(Stored data)
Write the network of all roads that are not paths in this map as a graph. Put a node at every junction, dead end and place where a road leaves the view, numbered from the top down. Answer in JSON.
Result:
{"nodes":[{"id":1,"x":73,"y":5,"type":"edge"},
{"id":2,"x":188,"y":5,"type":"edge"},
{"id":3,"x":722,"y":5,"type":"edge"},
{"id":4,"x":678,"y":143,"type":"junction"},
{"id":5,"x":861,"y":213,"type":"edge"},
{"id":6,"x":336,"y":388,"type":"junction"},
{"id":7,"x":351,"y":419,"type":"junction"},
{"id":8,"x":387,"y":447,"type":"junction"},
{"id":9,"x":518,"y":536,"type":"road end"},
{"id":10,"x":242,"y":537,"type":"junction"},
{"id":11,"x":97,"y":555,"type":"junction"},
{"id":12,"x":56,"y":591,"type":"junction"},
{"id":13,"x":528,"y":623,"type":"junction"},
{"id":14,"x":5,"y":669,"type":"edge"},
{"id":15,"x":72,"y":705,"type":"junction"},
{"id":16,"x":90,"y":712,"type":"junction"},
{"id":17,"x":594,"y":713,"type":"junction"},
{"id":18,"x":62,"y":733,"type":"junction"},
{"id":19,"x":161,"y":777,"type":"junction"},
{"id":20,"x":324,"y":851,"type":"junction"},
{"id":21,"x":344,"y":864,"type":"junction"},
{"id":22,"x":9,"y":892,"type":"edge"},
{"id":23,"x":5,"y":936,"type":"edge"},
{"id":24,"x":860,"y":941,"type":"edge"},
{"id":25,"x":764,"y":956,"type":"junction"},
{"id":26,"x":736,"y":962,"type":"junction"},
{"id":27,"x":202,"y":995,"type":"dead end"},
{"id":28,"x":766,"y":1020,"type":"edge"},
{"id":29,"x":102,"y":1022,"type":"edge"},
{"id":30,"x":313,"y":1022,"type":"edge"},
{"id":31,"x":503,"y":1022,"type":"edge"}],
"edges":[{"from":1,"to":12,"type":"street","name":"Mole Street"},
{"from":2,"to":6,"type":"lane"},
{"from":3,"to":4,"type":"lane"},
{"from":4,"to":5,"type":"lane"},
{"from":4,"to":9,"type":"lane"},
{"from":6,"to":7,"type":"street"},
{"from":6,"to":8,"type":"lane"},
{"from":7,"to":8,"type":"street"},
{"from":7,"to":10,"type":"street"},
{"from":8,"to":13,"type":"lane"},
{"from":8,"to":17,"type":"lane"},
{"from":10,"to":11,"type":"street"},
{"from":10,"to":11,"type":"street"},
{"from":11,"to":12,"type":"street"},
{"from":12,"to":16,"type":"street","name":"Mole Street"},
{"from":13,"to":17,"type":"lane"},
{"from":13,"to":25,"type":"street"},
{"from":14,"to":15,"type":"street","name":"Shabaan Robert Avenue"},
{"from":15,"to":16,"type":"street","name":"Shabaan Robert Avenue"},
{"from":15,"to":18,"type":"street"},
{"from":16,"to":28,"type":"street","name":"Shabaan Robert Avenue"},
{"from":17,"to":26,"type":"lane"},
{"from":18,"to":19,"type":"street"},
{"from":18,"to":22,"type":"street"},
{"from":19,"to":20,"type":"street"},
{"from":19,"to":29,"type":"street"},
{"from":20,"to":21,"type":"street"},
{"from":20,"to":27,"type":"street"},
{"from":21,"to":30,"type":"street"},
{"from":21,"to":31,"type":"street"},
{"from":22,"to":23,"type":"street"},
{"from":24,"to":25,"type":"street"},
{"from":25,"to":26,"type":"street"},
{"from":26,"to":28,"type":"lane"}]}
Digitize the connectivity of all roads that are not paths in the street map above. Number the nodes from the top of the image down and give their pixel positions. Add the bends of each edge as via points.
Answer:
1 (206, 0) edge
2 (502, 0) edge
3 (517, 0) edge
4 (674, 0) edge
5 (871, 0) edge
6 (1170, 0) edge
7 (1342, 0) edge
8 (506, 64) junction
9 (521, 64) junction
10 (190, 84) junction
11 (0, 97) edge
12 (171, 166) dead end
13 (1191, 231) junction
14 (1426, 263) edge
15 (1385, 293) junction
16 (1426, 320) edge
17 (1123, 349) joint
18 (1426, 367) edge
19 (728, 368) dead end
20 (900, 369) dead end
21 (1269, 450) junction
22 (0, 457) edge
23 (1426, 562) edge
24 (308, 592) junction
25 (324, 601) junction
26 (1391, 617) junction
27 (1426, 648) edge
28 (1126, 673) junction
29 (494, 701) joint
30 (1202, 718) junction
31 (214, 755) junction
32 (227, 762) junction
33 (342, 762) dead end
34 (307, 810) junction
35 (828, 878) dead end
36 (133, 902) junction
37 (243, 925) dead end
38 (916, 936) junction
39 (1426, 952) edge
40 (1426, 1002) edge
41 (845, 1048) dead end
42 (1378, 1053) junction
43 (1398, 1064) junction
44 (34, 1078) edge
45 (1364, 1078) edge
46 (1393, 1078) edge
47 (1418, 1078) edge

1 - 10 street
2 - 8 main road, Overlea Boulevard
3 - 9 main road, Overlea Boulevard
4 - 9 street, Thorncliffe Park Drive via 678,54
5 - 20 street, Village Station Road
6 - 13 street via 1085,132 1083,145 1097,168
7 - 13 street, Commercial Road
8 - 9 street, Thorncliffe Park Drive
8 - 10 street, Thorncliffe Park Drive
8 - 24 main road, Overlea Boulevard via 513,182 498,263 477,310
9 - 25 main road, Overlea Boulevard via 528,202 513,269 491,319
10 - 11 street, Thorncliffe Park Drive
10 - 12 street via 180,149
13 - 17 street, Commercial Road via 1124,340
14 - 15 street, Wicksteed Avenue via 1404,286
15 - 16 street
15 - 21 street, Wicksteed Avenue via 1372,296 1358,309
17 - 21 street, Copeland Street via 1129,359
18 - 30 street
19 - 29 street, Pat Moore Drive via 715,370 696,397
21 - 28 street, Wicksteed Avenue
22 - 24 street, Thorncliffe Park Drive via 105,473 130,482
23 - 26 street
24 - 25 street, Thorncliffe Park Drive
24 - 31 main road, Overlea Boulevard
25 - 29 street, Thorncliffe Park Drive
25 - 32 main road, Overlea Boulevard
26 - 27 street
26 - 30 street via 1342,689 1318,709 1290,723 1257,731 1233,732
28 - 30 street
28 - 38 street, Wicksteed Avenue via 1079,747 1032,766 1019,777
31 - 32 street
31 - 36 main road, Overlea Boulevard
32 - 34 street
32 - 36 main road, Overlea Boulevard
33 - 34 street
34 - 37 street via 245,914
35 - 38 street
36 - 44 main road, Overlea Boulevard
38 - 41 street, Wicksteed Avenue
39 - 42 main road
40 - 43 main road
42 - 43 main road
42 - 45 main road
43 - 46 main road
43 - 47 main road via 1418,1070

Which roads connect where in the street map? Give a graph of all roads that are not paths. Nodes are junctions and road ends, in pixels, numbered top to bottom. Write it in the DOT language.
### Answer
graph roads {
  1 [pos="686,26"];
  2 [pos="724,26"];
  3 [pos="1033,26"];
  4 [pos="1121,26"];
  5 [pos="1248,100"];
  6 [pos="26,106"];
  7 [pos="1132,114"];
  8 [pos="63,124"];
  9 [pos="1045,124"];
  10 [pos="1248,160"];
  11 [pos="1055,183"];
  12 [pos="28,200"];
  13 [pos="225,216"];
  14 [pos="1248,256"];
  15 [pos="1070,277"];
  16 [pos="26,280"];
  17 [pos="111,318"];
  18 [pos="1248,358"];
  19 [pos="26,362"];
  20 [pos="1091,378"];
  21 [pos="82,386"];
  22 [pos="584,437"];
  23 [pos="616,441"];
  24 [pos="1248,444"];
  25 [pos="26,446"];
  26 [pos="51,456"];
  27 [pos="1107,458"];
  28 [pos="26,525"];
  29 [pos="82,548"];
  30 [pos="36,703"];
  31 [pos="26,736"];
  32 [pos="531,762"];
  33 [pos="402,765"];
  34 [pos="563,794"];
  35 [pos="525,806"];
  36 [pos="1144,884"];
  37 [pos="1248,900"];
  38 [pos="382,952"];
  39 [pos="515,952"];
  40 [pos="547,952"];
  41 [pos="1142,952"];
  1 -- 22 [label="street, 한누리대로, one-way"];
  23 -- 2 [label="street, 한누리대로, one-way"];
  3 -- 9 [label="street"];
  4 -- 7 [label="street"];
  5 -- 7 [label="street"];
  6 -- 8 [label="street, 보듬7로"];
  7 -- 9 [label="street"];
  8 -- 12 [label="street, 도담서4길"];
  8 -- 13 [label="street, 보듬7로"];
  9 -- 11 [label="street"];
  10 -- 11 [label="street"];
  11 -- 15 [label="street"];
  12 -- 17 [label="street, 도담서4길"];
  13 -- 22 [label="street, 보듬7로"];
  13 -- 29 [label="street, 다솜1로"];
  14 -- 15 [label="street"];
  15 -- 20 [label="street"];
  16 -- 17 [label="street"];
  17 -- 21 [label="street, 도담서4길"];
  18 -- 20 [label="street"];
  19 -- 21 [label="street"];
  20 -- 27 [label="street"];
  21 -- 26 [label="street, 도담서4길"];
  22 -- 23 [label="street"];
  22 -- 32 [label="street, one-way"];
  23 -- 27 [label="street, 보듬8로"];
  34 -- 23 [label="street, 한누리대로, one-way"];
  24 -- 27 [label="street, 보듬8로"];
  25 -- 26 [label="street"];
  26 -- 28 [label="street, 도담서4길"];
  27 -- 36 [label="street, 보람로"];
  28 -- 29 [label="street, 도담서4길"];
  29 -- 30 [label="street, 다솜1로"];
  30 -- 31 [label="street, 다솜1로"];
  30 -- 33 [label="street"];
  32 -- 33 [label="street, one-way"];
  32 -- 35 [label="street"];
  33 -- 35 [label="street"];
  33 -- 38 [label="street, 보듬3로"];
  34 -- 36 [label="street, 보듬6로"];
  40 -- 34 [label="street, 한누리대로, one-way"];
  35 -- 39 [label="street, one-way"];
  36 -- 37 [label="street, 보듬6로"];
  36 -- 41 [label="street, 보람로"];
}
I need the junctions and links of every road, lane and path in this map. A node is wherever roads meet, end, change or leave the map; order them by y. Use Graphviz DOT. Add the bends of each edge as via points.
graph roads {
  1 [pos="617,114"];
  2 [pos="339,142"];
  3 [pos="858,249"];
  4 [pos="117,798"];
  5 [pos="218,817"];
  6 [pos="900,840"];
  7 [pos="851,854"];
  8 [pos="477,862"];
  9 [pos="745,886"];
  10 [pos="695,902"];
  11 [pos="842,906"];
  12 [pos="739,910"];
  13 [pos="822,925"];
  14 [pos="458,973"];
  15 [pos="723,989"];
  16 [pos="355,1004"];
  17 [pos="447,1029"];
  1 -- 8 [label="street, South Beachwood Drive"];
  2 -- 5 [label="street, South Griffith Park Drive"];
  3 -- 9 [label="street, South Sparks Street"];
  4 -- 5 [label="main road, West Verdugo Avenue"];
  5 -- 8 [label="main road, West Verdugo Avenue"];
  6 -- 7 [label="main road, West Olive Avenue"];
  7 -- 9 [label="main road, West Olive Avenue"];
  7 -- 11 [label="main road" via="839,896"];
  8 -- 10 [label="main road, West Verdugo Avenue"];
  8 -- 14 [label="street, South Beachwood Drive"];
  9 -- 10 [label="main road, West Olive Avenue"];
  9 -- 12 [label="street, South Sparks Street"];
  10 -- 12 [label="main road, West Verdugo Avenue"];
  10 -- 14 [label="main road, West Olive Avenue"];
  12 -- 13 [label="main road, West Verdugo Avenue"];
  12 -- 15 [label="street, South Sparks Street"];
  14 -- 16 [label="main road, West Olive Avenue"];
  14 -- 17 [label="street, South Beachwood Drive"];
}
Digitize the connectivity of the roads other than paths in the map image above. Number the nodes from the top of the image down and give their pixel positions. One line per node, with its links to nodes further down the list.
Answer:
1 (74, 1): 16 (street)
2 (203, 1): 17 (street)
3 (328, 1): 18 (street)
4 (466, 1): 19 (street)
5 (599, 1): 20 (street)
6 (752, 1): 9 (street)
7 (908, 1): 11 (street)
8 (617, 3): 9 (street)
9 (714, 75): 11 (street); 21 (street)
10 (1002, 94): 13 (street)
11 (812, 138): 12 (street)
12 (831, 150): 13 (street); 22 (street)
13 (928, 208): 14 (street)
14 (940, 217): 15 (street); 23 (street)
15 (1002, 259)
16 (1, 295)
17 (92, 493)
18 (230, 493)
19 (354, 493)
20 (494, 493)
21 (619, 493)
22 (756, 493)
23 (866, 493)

**What the exercise asks**
Check each line of the data above for the word "South" and say how many lines have it. Give the number alone.

**Exercise answer**
7